Abstract

Background & Aim Anti-CD19 CAR-T cells have demonstrated activity against relapsed/refractory lymphomas. Cytokine release syndrome (CRS) and CAR-T related encephalopathy syndrome (CRES) are well-known complications of CAR-T cell therapy. Tocilizumab, a humanized monoclonal antibody targeting the IL-6 receptor, is approved for treatment of CRS. Our institutional standard was modified to administer prophylactic tocilizumab before infusion CAR-T cell products. We present a retrospective review of the outcomes of subjects treated with and without prophylactic tocilizumab (PT). Methods, Results & Conclusion METHODS:Lymphoma patients (pts) treated with anti-CD19 CAR-T cells were included. Prior to institution of PT, pts received this agent only if they presented evidence of CRS grade 2 or higher. In May 2019, our institutional practice changed to provide tocilizumab 8mg/kg, 1 hour prior to infusion of CAR-T cell product. CRS was measured according to the ASTCT Consensus Grading, whereas CRES was measured using the CARTOX-10 criteria.

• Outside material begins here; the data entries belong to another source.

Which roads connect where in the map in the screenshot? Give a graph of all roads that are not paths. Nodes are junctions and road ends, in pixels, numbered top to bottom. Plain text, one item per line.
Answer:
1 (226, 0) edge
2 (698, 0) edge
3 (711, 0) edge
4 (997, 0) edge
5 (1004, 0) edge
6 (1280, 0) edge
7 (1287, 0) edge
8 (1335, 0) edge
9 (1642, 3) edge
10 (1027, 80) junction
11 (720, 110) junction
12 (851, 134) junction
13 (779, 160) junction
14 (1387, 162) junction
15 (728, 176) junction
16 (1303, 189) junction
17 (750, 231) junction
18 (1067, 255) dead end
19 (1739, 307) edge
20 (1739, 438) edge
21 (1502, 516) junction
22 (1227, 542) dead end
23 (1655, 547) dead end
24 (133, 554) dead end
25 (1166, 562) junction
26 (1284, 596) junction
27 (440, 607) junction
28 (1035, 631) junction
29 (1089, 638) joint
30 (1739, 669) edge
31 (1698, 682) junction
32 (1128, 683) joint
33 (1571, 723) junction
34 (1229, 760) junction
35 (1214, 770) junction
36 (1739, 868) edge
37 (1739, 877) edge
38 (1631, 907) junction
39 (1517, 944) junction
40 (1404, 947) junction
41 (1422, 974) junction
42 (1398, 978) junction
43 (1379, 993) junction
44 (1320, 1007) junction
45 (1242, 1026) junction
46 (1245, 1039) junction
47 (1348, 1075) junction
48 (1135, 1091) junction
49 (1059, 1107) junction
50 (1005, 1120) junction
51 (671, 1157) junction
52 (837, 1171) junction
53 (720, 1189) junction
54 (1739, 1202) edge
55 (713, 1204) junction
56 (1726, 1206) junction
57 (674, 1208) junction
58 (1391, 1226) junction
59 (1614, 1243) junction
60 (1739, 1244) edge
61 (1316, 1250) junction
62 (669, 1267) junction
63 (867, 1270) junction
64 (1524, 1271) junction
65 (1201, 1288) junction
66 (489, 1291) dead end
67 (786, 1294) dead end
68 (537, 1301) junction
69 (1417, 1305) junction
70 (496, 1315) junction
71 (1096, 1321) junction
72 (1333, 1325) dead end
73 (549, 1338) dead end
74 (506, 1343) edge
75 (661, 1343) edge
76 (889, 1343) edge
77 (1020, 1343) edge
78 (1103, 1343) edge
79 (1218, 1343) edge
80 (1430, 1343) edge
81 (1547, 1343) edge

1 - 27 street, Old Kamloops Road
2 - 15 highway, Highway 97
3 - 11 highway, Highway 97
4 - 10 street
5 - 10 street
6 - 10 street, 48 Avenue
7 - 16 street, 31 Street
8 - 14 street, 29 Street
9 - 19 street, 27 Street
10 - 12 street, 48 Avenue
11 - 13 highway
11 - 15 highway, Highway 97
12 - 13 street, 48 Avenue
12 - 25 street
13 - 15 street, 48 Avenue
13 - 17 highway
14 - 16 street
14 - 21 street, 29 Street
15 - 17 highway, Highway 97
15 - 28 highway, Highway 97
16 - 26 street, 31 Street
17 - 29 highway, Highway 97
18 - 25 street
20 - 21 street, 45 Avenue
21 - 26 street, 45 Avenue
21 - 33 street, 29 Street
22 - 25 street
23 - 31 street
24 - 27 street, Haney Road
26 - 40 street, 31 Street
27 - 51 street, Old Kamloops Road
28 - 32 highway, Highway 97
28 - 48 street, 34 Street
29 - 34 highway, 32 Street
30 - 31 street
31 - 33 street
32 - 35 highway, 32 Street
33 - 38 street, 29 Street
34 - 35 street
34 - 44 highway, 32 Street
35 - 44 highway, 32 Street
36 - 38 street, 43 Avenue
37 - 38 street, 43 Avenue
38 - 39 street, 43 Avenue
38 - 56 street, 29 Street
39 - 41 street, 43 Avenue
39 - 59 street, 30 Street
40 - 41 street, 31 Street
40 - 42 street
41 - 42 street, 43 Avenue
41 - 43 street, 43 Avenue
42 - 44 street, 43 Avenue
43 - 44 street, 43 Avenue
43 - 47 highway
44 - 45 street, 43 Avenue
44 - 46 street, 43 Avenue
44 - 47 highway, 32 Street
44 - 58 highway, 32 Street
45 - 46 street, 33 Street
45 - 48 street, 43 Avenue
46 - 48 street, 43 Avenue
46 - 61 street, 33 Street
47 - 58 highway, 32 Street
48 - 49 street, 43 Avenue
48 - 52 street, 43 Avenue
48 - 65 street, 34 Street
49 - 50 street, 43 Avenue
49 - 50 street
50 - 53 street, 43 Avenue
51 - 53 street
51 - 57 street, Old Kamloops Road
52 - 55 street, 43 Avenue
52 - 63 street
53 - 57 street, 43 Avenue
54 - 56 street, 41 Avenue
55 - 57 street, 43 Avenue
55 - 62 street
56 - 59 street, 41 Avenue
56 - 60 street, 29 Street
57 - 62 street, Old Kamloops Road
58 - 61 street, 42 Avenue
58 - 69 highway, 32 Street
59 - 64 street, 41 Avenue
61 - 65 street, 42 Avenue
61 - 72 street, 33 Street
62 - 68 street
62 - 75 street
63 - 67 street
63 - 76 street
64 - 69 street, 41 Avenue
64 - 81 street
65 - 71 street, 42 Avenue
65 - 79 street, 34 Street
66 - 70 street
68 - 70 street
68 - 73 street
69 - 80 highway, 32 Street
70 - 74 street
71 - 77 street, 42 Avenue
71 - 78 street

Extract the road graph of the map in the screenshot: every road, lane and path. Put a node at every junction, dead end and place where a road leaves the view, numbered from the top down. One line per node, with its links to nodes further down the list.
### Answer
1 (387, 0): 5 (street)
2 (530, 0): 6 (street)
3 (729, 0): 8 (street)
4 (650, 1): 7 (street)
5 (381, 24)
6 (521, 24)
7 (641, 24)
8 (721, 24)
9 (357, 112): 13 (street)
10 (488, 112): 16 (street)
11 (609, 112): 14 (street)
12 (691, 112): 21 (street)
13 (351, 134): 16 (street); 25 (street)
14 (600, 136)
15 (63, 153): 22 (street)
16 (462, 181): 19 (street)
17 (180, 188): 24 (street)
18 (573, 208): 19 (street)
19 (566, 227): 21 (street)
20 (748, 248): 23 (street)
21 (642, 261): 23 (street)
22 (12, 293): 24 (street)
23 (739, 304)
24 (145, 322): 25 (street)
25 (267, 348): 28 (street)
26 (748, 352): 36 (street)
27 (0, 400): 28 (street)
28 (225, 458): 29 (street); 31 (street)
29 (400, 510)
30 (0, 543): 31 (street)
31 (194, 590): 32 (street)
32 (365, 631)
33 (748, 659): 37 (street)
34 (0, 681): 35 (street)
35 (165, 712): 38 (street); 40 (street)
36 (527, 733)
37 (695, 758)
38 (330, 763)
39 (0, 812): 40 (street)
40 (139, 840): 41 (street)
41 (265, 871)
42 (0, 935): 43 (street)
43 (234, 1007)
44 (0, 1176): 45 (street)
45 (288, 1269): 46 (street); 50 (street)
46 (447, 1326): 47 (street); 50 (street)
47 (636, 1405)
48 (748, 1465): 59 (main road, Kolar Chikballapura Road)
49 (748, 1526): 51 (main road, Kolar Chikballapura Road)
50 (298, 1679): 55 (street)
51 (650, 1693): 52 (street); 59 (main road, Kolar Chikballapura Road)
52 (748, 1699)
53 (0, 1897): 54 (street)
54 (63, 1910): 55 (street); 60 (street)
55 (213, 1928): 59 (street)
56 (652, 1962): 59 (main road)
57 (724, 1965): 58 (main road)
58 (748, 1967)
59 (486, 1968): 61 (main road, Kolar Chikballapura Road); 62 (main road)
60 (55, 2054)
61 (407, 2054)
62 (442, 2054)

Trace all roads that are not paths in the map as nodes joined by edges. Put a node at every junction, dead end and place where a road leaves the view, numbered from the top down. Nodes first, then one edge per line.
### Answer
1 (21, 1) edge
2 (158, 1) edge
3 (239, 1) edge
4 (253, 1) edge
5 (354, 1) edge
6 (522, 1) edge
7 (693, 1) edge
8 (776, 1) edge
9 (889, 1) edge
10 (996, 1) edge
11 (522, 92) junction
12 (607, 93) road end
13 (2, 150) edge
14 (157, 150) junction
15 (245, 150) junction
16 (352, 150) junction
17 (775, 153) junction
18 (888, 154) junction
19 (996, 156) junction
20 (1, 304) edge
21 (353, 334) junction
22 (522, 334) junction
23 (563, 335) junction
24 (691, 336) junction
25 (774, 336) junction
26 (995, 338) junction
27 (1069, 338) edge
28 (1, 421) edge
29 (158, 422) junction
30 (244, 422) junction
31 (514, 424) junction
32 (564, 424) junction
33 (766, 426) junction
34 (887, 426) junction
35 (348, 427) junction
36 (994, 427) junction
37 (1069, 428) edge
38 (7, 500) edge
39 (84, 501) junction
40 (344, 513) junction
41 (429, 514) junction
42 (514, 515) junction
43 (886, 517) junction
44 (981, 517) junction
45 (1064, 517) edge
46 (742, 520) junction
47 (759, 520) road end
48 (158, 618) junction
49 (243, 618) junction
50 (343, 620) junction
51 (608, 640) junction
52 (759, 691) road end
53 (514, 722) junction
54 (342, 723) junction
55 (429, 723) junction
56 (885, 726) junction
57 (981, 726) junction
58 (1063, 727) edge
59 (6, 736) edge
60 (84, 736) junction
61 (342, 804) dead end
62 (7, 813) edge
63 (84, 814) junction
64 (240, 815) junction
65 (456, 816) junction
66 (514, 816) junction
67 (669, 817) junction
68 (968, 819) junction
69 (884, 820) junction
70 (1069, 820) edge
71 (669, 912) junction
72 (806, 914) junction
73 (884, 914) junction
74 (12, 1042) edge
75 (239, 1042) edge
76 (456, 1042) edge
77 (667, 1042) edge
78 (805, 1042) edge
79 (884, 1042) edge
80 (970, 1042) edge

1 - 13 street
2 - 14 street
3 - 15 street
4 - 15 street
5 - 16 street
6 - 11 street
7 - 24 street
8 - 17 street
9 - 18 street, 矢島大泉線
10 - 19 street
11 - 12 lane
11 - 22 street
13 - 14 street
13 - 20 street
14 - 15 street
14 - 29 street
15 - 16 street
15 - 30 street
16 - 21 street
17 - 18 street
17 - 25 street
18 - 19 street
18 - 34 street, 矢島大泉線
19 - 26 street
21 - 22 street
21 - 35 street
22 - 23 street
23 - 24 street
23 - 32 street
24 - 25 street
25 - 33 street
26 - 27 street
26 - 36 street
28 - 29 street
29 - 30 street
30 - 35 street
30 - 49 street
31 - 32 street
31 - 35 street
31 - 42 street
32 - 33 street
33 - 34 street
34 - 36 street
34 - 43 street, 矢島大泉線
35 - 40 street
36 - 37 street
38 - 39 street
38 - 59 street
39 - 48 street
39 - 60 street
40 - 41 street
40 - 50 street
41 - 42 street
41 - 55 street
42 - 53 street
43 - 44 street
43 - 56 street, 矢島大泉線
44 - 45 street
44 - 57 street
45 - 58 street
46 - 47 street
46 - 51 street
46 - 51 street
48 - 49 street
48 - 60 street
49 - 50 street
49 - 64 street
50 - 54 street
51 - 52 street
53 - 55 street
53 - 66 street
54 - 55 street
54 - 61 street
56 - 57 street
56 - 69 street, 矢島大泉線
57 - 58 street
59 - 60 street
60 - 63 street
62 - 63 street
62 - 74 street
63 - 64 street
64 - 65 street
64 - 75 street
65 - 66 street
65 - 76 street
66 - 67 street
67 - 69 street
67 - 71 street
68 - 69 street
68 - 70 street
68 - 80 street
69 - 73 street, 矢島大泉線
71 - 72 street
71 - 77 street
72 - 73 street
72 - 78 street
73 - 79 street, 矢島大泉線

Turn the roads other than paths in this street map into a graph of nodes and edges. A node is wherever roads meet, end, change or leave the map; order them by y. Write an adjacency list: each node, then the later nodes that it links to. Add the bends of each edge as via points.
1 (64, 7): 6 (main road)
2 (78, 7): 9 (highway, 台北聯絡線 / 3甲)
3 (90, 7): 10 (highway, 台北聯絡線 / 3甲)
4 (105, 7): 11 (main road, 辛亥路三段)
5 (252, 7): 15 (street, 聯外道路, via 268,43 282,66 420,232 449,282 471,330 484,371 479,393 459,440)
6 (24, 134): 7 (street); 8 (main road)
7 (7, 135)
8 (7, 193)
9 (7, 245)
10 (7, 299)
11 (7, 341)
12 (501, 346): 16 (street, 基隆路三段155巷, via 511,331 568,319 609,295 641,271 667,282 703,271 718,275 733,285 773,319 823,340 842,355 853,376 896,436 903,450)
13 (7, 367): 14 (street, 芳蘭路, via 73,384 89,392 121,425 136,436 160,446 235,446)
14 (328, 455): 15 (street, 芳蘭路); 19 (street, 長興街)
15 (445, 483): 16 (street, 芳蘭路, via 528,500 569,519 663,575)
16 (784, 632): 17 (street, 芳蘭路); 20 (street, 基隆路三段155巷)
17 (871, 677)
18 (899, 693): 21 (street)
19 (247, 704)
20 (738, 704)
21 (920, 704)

RESULTS: 18 relapsed / refractory lymphoma pts were treated with antiCD19 CAR-T cells; 10 pts received PT. Median follow up was 217 (range 30 – 534) days.Baseline characteristics are listed in table 1.Both groups were similar. Baseline lymphocyte counts, C – reactive protein (CRP) and ferritin were comparable between groups (Table 2).CRS grade >1 was observed in 5 pts (62.5%) without PT and in 2 pts (20%) treated with PT (p = 0.05). There was no significant difference in the incidence of all grade CRES (no PT: 3/8 pts; PT 2/10 pts, p=0.411).There was a statistically significant difference in the peak CRP and peak ferritin without difference in the peak lymphocyte count.5/8 (63%) pts without PT had complete response vs. 8/10 pts with PT.All pts had detectable Anti-CD19 CAR-T cells on day 30. CONCLUSIONS:Use of PT prior to infusion of antiCD19 CAR-T cells with CD3zeta/4-1BB co-stimulatory domains is associated with reduced incidence of severe CRS.This decreased rate of grade ≥2 CRS is not associated with impaired disease control and did not result in increased rates of CAR-T associated neurologic toxicity.PT does not appear to affect CAR-T cell persistence or time to peak CAR-T expansion.